## INSTRUCTIONS TO FOLLOW
An exact, word-for-word copy of the entries is required, beginning at the line that contains "Digitize the connectivity of the roads other than paths in the" and ending at the last line, both included.

## DATA SHOWN
=== Section Start ===

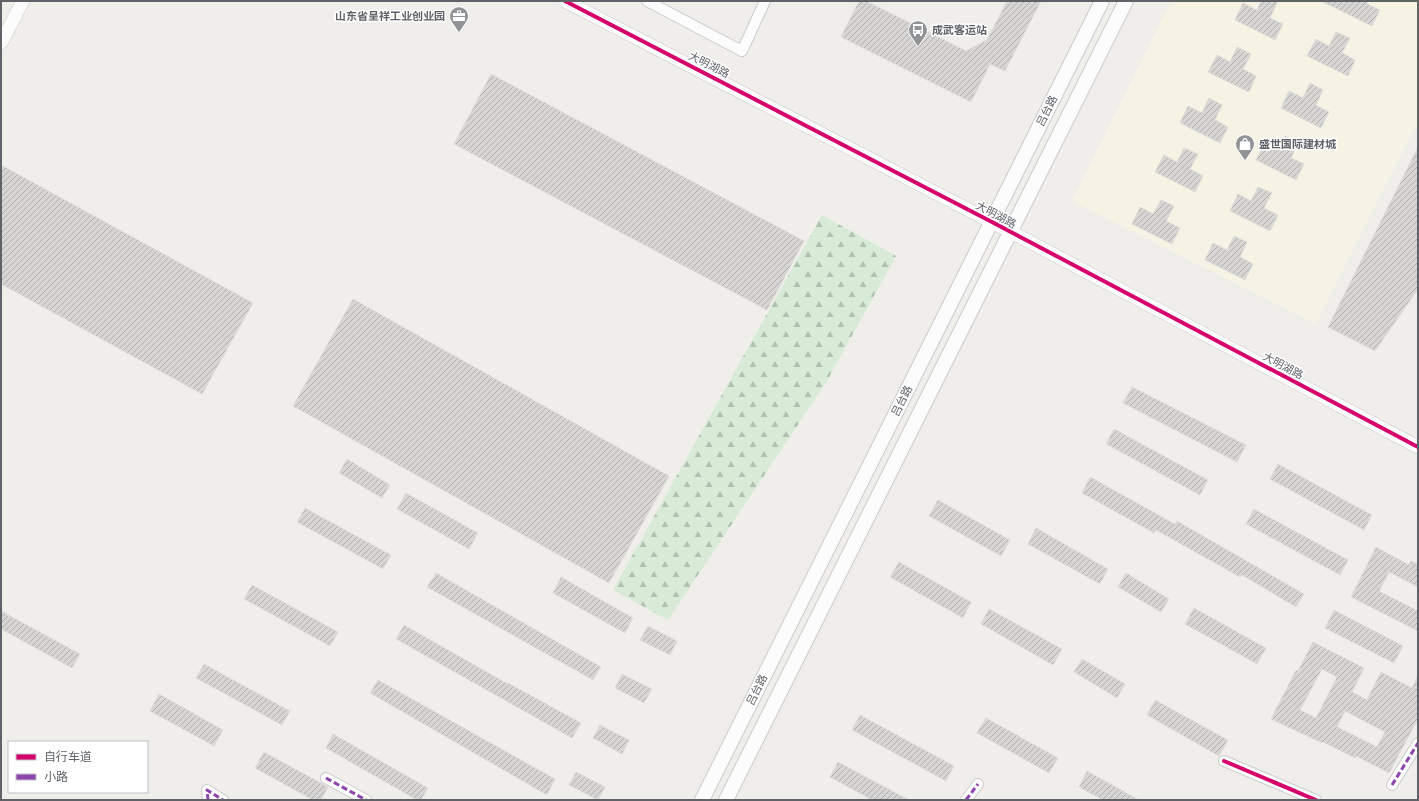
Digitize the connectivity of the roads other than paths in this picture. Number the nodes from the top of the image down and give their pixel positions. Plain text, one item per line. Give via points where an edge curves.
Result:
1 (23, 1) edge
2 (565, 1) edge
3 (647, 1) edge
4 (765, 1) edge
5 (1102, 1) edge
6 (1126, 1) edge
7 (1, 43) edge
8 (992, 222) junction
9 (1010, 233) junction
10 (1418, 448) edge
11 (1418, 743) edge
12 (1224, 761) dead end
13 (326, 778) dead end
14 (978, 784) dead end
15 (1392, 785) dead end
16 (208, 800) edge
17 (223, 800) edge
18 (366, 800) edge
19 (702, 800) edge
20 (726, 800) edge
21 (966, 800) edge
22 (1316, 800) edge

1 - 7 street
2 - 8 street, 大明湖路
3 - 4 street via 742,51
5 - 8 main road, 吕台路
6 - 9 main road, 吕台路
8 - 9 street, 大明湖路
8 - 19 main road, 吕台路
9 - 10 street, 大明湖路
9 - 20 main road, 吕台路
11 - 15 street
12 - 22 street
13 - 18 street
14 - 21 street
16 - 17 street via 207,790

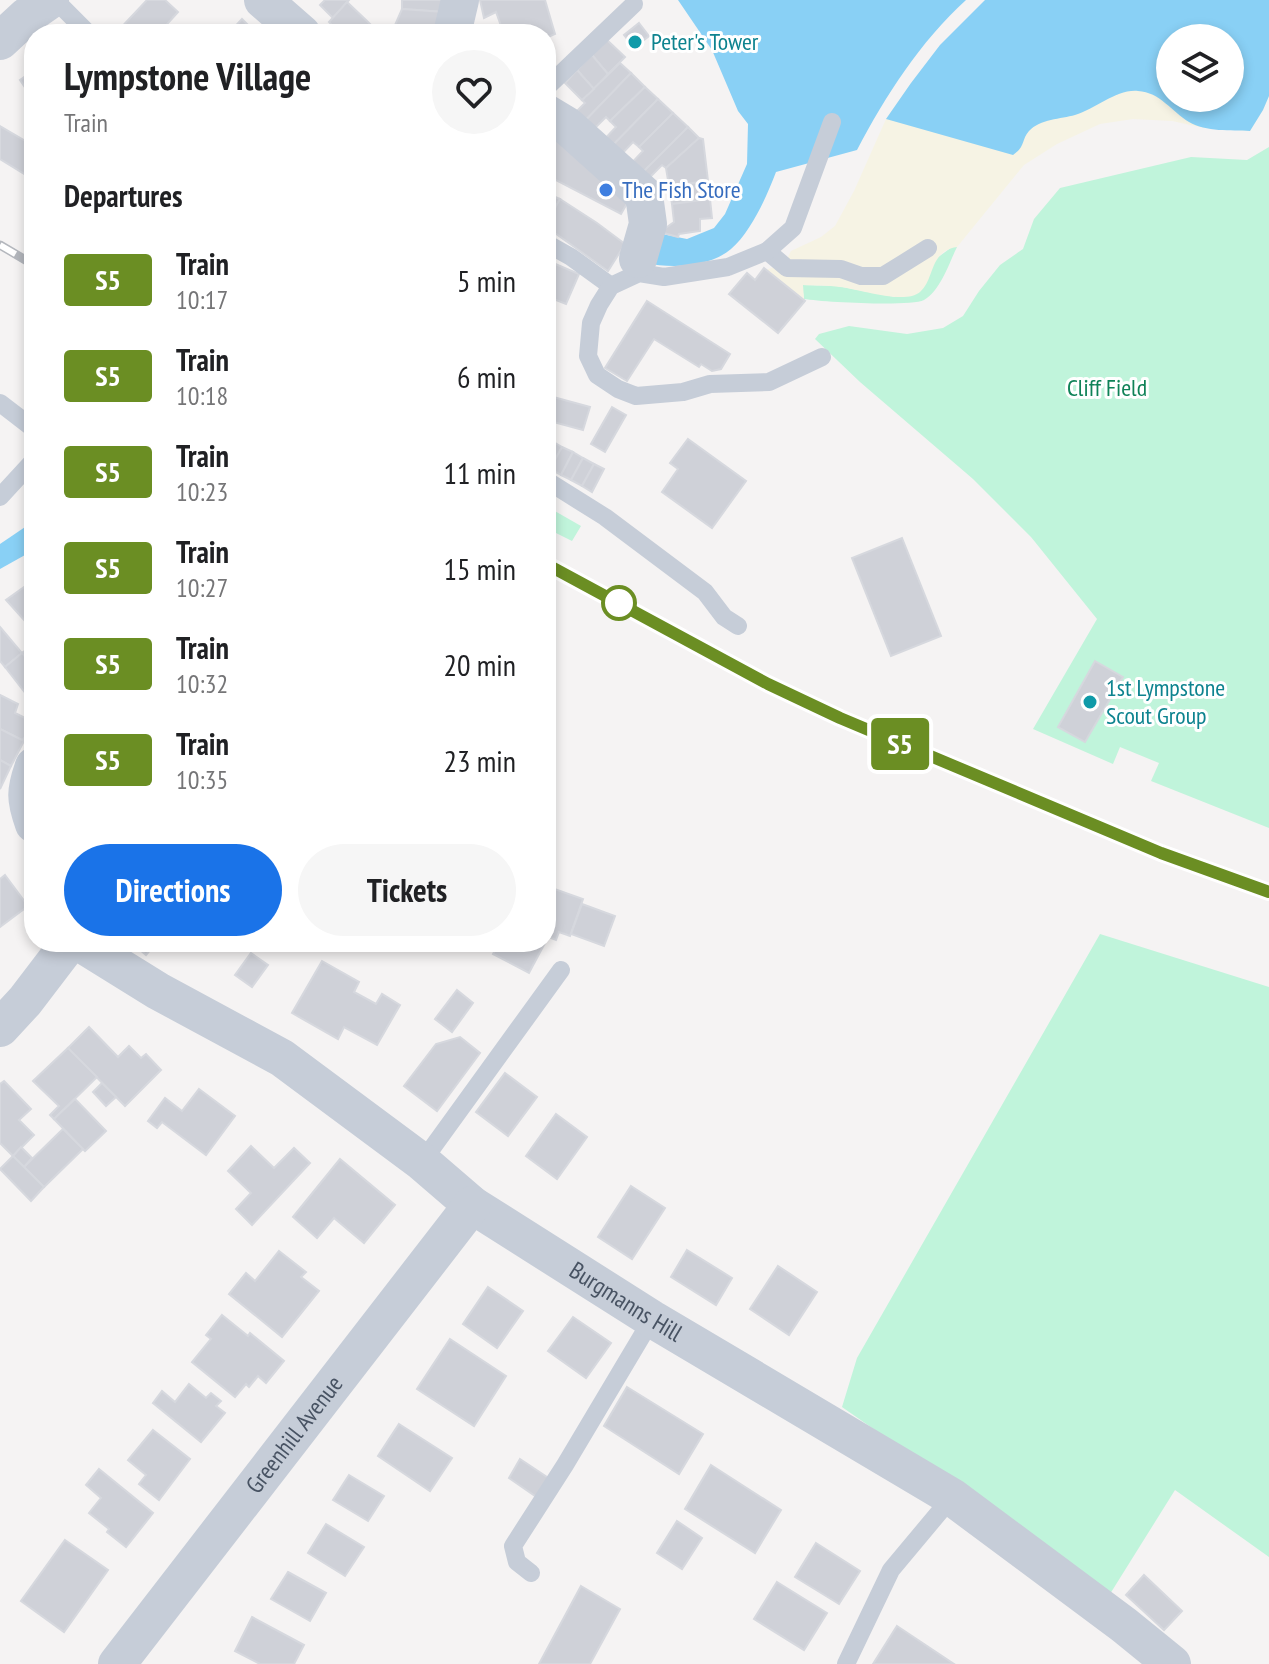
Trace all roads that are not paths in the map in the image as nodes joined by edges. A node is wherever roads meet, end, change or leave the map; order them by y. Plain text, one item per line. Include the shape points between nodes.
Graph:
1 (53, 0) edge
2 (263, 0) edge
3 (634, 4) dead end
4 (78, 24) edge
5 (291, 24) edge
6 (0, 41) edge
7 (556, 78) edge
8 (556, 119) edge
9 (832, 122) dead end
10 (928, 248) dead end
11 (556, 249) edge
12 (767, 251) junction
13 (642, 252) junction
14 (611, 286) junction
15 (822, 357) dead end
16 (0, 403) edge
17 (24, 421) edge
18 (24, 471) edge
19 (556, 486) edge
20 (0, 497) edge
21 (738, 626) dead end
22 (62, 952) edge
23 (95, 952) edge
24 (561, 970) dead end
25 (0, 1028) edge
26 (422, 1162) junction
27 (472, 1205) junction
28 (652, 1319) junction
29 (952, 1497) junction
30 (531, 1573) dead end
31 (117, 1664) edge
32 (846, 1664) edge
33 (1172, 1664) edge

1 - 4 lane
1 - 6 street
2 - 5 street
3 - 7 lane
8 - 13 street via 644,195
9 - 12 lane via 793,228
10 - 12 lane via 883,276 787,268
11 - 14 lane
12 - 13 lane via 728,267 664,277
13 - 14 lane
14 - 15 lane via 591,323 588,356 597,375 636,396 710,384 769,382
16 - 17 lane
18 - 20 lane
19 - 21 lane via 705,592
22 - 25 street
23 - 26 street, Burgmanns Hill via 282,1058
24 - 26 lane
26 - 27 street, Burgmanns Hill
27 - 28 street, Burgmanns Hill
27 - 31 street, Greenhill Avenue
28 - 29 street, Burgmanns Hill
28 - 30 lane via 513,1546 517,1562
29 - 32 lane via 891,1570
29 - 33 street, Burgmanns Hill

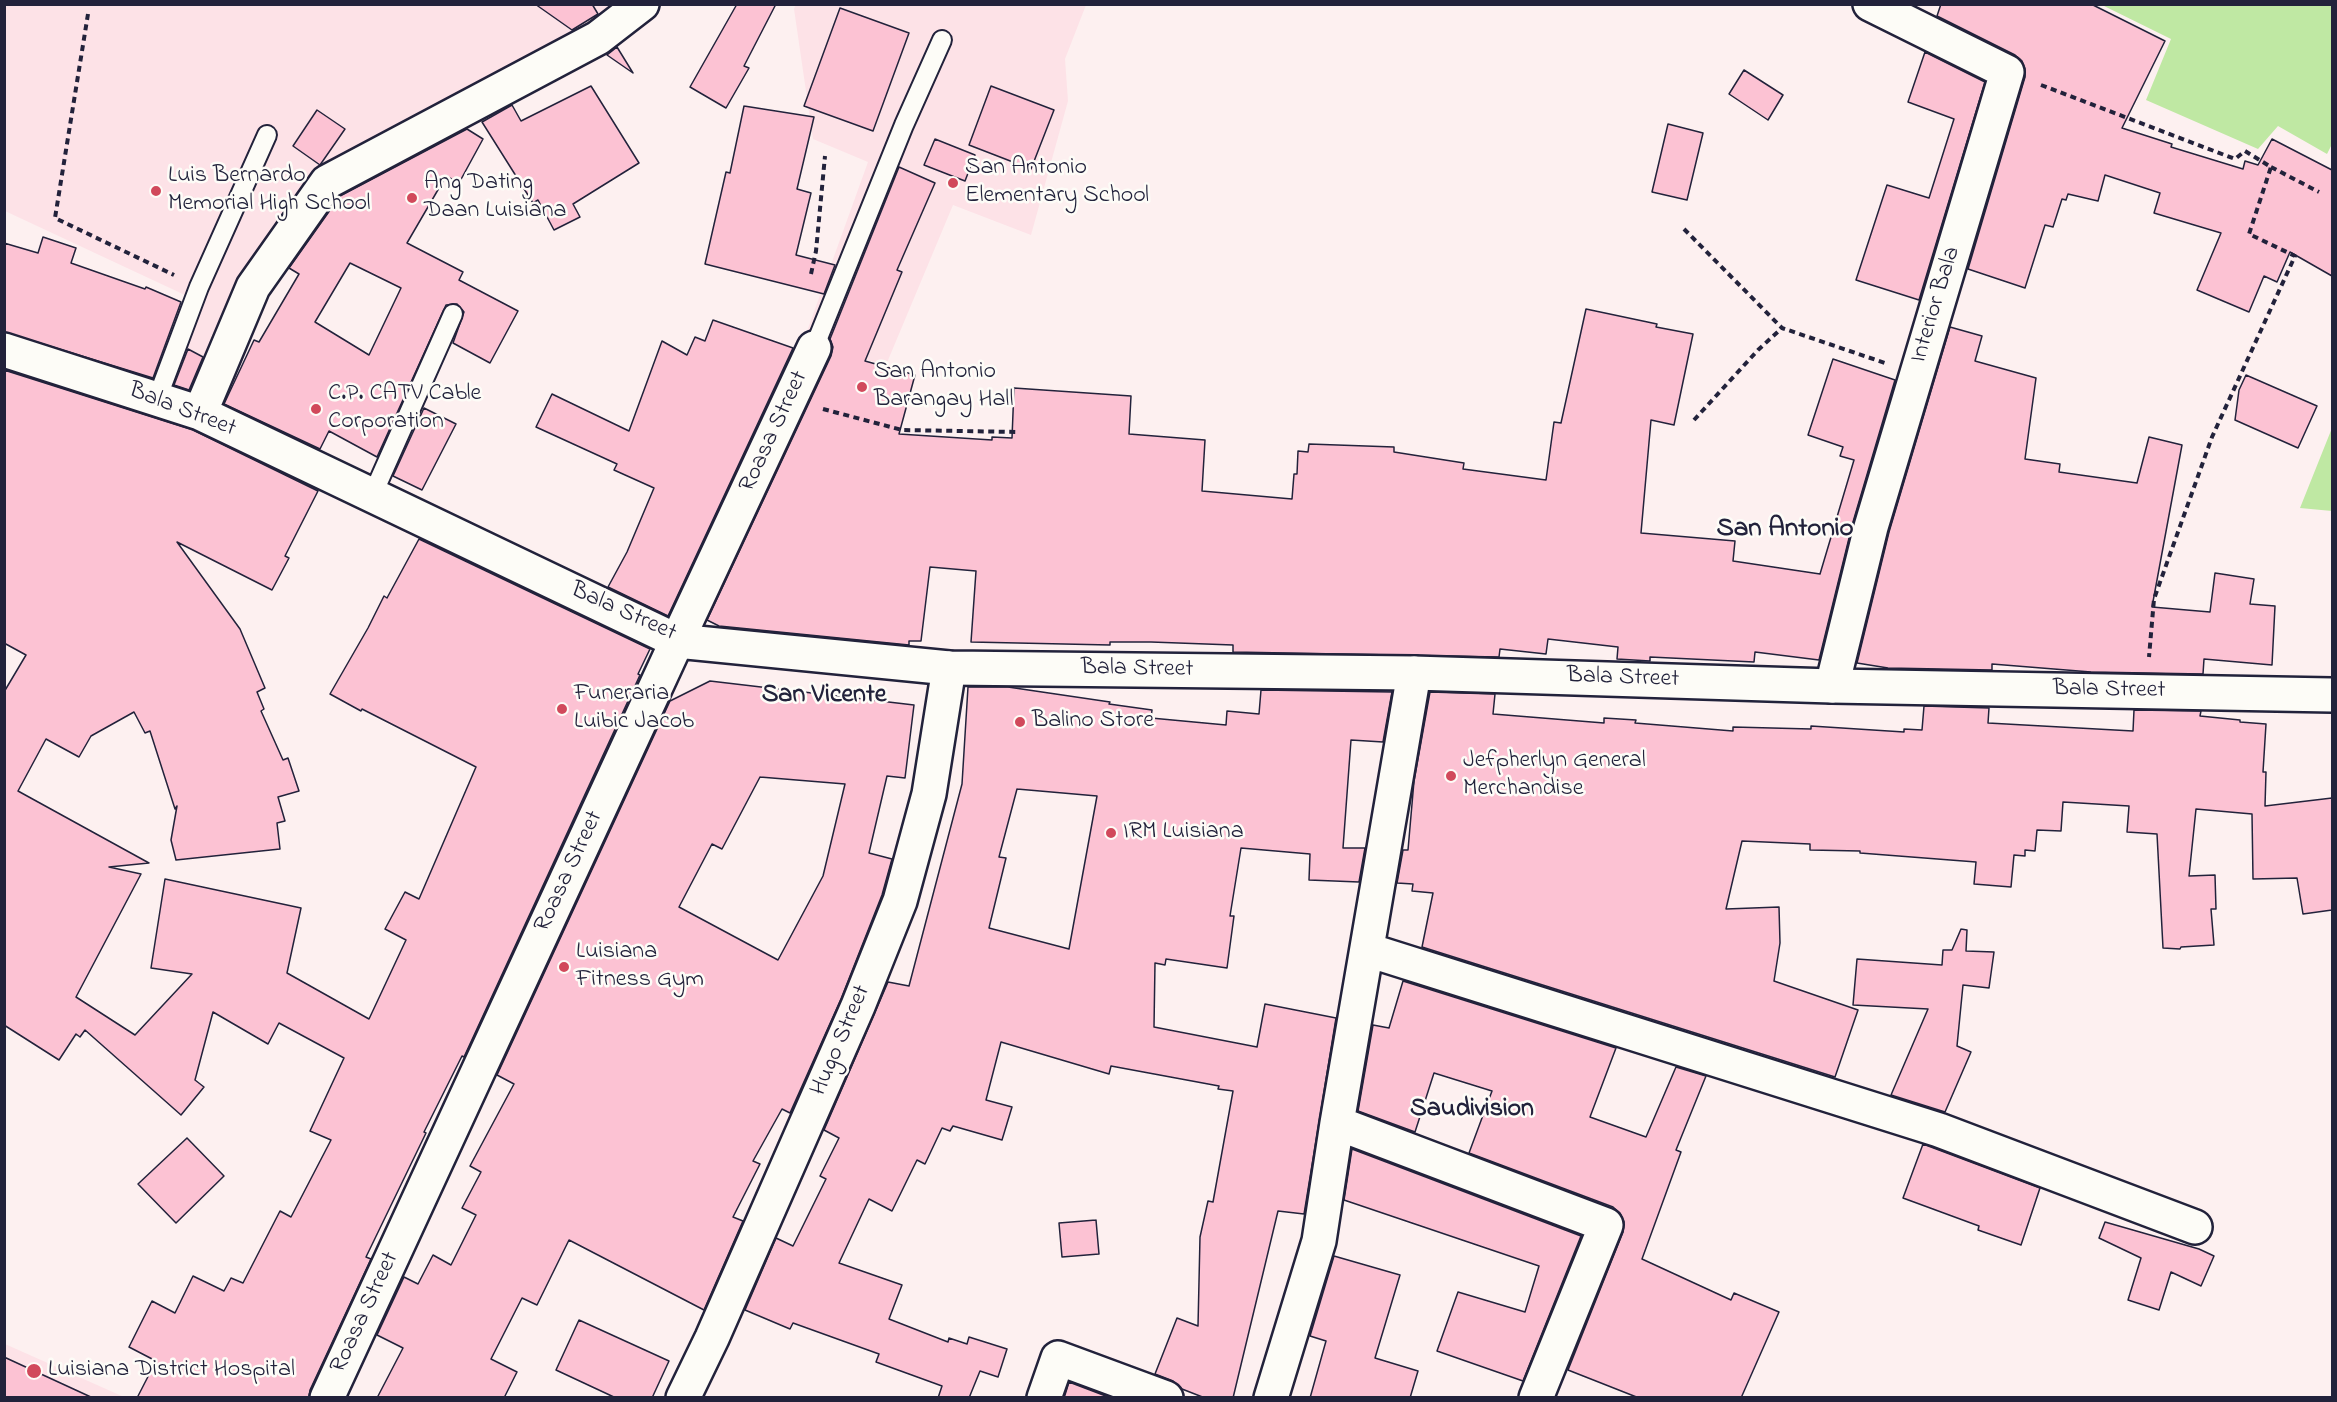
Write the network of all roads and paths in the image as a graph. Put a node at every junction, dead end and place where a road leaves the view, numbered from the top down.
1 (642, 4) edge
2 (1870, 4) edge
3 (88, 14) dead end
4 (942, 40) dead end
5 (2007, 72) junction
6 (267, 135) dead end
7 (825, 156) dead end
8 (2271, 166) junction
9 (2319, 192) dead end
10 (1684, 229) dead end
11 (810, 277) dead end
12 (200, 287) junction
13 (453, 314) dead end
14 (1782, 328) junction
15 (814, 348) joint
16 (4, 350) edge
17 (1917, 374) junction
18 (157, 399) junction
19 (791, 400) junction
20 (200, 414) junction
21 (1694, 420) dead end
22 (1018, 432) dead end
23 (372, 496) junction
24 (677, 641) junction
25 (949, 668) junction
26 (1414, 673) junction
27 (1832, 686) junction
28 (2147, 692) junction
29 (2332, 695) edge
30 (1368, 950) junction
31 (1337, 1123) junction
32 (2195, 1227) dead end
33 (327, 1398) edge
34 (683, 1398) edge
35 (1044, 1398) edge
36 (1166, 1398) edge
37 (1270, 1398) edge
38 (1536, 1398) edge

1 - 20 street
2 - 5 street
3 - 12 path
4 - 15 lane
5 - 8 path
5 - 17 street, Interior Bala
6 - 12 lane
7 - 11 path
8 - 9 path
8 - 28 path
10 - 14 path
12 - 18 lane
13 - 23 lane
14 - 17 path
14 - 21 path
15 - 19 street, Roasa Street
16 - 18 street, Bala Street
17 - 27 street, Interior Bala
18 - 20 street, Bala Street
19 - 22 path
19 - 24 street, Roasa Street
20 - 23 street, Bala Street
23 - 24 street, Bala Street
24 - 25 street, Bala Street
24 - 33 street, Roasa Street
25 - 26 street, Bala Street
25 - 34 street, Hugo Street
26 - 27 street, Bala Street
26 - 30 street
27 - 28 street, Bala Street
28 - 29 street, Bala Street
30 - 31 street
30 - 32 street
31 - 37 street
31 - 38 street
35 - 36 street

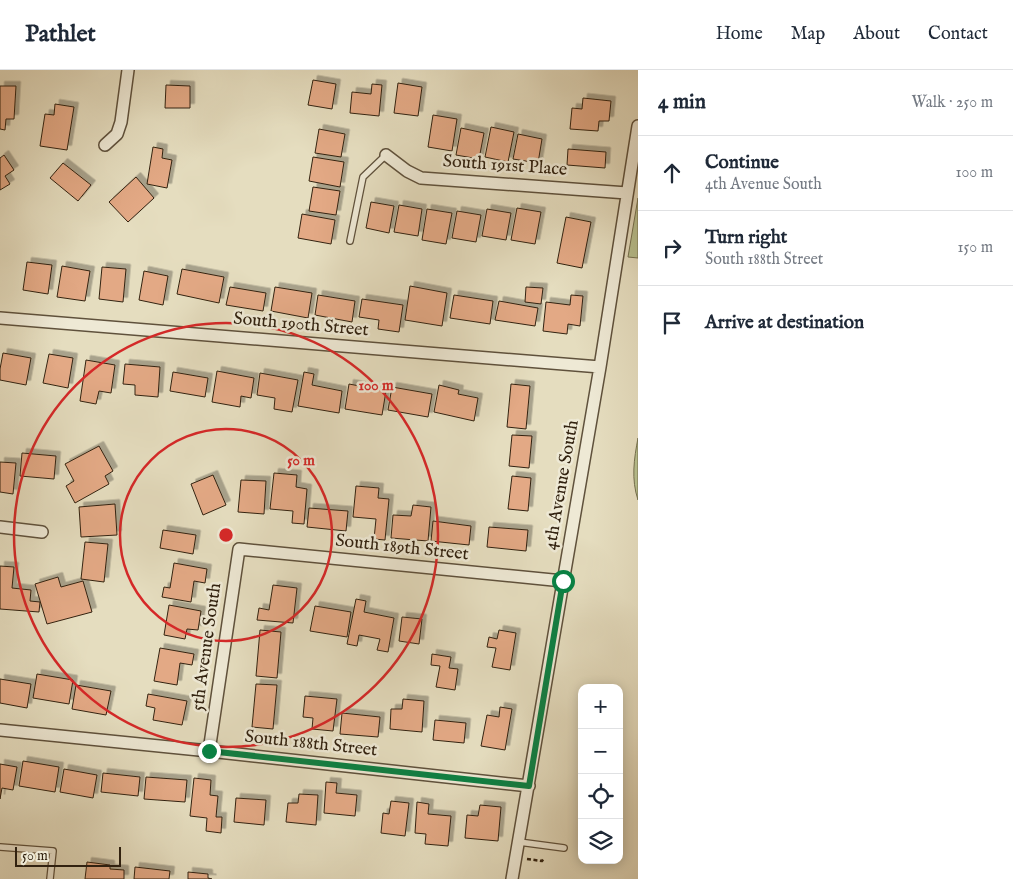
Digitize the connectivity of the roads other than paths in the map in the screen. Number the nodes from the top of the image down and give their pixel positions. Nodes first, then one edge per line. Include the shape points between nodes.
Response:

=== Section End ===

## SOLUTION
Digitize the connectivity of the roads other than paths in the map in the screen. Number the nodes from the top of the image down and give their pixel positions. Nodes first, then one edge per line. Include the shape points between nodes.
Response:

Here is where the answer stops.